ZAP-70 enhances B-cell receptor signaling in spite of absent or inefficient tyrosine kinase activation in chronic lymphocytic leukemia and lymphoma B-cells

Authors:
Gobessi S, Laurenti L, Longo PG, Sica S, Leone G, Efremov DG
In:
Source: Blood
Publication Date: (2007)
Issue: 109(5): 2032-9
Research Area:
Cancer Research/Cell Biology
Immunotherapy / Hematology
Cells used in publication:
BJAB
Species: human
Tissue Origin: blood
Jurkat
Species: human
Tissue Origin: blood
B-CLL
Species: human
Tissue Origin: blood
Platform:
Nucleofector® I/II/2b
Abstract
Expression of ZAP-70 is an important negative prognostic factor in chronic lymphocytic leukemia (CLL).
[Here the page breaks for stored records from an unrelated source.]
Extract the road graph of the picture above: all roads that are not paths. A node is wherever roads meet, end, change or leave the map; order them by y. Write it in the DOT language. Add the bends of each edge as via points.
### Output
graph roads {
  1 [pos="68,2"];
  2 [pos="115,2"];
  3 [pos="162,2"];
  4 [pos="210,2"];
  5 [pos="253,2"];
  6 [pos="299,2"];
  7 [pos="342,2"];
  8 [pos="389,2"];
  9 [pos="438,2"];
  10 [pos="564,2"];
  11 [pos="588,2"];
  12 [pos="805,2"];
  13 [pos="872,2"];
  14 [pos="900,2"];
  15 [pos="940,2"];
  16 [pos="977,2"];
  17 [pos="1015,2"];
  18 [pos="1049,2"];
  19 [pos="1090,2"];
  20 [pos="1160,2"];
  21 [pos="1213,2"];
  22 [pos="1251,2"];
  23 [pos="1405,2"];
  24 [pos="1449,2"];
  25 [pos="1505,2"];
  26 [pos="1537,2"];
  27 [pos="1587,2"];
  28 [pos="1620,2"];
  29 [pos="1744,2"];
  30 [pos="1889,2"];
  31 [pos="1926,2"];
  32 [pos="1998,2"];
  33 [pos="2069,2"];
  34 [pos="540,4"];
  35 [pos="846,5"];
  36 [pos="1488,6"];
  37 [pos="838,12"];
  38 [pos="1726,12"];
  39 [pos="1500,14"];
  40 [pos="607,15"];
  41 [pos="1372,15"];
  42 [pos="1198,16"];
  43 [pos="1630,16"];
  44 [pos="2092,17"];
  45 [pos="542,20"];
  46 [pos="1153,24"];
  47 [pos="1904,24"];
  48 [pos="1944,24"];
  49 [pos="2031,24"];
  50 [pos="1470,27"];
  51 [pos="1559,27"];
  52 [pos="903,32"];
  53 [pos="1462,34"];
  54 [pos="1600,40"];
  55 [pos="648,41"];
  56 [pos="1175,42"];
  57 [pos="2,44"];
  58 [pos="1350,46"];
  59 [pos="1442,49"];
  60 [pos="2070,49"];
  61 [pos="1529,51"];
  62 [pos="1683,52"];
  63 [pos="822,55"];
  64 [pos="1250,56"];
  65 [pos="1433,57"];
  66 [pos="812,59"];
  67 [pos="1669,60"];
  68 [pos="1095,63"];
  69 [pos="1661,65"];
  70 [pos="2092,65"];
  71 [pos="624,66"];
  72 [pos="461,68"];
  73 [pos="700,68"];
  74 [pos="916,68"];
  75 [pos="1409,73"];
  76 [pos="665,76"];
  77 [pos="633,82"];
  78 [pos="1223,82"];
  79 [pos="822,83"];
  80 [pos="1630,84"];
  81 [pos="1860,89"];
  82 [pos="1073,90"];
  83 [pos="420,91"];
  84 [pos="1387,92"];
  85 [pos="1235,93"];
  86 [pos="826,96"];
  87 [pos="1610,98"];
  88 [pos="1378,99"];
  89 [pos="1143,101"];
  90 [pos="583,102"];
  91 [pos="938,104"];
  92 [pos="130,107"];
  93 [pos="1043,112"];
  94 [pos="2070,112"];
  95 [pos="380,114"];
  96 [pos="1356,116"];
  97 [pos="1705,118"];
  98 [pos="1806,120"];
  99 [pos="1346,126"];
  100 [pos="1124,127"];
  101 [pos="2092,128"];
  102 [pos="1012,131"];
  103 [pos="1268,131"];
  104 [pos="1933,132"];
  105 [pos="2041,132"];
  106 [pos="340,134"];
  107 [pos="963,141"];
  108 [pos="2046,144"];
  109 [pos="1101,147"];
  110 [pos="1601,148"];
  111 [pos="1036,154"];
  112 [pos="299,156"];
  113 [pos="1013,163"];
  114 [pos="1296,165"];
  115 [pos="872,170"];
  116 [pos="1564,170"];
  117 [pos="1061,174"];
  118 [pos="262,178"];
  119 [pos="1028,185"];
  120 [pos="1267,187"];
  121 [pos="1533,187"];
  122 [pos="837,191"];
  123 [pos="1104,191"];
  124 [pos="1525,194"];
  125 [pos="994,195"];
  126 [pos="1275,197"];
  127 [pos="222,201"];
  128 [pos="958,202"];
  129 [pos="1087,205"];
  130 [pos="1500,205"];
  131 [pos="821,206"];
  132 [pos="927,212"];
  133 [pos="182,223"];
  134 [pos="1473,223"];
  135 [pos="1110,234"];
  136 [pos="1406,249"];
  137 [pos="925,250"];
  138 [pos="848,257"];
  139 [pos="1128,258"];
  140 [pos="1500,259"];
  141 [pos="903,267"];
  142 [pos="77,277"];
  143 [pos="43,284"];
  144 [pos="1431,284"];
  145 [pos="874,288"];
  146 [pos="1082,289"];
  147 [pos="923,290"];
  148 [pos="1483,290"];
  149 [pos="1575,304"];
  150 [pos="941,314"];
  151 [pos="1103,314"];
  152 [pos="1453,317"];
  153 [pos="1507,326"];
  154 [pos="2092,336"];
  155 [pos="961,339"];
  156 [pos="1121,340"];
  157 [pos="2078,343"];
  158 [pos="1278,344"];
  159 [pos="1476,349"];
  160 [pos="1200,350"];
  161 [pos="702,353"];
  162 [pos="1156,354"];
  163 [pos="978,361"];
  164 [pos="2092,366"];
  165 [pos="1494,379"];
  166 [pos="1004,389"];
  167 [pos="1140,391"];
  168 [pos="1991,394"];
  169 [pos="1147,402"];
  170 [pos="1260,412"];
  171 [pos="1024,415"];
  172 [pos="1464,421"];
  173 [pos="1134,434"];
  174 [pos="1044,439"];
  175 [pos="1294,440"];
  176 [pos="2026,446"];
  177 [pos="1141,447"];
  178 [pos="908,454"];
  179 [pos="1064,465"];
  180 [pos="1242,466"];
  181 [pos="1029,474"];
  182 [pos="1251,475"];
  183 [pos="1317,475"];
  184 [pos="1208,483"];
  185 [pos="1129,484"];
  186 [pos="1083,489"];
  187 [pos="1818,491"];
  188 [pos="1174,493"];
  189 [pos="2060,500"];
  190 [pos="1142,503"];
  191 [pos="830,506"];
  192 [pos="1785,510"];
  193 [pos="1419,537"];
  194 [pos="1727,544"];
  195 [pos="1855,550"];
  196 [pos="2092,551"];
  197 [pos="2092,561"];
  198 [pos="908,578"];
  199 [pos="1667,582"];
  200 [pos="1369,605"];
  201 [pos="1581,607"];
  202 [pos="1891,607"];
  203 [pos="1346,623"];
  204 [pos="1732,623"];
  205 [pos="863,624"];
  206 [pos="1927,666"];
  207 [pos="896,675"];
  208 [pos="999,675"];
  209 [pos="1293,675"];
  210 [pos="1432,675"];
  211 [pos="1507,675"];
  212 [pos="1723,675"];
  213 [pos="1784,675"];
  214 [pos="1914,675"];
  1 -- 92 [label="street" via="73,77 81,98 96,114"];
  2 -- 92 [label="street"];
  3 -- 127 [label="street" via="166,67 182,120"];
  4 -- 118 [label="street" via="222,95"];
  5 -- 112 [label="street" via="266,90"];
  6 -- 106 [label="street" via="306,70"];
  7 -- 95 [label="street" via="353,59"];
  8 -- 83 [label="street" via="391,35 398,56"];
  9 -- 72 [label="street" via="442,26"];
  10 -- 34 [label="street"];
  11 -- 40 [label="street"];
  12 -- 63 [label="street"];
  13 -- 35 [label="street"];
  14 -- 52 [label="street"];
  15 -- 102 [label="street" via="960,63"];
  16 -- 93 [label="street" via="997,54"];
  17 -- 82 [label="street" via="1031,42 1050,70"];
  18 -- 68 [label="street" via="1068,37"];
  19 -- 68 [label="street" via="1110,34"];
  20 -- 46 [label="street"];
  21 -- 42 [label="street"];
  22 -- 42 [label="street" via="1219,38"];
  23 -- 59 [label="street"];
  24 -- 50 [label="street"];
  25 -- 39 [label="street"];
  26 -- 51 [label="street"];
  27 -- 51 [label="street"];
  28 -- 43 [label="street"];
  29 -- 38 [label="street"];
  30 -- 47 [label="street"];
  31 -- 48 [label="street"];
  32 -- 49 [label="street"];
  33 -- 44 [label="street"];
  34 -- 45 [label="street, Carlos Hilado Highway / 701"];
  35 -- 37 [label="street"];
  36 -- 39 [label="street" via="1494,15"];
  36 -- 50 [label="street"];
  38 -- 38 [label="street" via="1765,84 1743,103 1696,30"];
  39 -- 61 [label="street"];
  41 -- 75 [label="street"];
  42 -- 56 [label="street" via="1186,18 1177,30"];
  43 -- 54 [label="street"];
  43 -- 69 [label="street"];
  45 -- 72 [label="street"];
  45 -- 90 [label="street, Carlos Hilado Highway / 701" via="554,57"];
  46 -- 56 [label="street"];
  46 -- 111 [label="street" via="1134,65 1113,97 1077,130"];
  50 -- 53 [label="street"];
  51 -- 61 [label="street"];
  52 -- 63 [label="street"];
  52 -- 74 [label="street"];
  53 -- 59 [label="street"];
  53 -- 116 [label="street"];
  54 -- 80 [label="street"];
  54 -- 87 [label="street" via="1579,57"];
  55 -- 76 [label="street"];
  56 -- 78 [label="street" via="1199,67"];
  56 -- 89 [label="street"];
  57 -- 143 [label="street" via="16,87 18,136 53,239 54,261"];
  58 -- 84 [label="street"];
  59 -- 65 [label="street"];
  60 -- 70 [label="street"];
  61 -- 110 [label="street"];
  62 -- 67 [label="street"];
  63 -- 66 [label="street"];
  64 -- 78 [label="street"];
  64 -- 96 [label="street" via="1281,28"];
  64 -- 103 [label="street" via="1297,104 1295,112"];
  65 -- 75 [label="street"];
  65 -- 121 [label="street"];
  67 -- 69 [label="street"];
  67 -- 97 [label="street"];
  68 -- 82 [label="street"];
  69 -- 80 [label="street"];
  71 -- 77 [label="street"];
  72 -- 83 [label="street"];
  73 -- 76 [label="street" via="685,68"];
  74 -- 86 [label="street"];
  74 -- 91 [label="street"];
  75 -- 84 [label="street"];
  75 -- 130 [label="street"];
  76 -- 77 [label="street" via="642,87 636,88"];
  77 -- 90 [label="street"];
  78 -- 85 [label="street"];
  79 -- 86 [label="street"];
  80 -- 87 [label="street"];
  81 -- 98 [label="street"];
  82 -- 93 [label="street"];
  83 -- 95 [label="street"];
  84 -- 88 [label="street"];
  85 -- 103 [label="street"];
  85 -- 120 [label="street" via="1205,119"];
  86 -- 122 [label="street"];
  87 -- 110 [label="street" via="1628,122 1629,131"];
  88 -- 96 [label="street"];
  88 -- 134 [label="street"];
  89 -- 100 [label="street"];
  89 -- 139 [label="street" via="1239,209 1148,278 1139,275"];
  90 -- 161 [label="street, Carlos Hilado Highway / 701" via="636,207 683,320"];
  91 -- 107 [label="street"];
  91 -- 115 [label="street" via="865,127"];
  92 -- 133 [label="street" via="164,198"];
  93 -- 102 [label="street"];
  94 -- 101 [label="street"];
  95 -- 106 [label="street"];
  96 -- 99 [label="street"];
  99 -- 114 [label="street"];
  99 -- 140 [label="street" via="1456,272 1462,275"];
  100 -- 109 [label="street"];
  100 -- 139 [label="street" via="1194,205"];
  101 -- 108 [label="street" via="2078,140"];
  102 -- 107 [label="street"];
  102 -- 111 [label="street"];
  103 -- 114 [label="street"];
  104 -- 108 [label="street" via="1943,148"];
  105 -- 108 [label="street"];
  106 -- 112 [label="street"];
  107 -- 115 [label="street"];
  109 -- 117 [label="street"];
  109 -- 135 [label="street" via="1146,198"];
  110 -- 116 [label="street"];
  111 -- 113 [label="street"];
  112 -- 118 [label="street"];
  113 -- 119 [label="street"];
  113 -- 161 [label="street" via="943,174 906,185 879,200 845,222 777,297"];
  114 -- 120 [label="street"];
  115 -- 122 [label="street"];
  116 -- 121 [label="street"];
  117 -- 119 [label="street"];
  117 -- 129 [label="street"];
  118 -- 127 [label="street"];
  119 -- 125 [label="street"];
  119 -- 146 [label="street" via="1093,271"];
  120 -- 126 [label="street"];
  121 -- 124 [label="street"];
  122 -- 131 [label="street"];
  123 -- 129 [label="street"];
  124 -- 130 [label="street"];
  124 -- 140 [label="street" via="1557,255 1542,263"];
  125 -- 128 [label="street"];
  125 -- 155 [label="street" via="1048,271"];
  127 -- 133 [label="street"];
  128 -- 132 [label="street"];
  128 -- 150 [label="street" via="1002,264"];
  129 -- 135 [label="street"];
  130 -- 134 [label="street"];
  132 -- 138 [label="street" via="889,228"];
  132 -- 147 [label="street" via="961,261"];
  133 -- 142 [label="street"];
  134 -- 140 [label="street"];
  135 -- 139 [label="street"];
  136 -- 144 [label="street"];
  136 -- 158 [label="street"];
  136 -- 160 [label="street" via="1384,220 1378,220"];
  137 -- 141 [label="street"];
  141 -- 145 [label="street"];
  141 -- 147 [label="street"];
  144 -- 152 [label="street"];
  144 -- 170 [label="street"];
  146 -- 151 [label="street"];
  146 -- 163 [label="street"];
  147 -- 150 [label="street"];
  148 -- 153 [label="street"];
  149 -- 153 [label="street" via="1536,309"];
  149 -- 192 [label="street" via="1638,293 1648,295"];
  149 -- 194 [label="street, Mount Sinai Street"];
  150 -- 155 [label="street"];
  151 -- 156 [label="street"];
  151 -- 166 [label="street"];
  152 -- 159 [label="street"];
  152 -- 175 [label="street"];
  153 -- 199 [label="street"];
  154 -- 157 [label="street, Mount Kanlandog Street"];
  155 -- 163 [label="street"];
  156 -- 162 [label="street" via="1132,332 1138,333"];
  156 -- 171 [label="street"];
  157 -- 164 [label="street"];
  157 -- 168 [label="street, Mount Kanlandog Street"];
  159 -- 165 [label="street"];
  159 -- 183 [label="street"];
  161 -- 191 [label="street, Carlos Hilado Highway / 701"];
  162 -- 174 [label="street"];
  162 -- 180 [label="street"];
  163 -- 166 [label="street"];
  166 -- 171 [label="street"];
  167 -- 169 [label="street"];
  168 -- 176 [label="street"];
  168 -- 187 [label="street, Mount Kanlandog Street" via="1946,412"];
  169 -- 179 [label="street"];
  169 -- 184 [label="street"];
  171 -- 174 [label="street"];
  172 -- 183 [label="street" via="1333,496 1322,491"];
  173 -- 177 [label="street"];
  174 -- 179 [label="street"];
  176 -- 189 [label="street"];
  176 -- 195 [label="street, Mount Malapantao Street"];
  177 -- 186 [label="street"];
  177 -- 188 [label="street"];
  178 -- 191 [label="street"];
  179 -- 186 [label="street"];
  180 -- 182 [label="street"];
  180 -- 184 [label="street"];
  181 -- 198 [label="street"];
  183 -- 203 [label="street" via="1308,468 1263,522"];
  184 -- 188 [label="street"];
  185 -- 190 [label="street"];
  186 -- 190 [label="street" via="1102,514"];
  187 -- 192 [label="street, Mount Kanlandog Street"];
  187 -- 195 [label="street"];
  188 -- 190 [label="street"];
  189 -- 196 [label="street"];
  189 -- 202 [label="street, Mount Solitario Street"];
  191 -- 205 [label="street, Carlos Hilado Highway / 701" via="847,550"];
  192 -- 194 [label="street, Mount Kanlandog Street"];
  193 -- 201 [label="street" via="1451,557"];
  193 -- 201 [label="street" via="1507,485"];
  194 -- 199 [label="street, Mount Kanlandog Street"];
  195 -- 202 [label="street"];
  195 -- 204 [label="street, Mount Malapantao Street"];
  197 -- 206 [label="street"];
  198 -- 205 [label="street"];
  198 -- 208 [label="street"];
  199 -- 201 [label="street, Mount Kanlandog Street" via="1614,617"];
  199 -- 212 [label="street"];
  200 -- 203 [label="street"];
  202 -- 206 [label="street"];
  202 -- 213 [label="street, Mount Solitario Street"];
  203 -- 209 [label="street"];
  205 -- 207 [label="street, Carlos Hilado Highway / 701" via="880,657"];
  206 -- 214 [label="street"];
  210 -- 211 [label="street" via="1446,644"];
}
This protein tyrosine kinase is a key mediator of T-cell receptor (TCR) signaling and is structurally homologous to Syk, which plays an analogous role in B-cell receptor (BCR) signaling. Recent studies indicate that ZAP-70 may participate in BCR signaling as well, but the mechanism of action is not completely understood. We have now compared antigen receptor-induced activation of ZAP-70 in B cells and T cells by analyzing phosphorylation of critical regulatory tyrosine residues. We show that BCR-mediated activation of ZAP-70 is very inefficient in CLL and lymphoma B cells and is negligible when compared to activation of Syk. Despite the inefficient catalytic activation, the ability of ZAP-70 to recruit downstream signaling molecules in response to antigen receptor stimulation appeared relatively preserved. Moreover, ectopic expression of ZAP-70 enhanced and prolonged activation of several key mediators of BCR signaling, such as the Syk, ERK, and Akt kinases, and decreased the rate of ligand-mediated BCR internalization. We conclude that the role of ZAP-70 in BCR signaling is quite distinct from its role in TCR signaling and is likely mediated by inhibition of events that terminate the signaling response.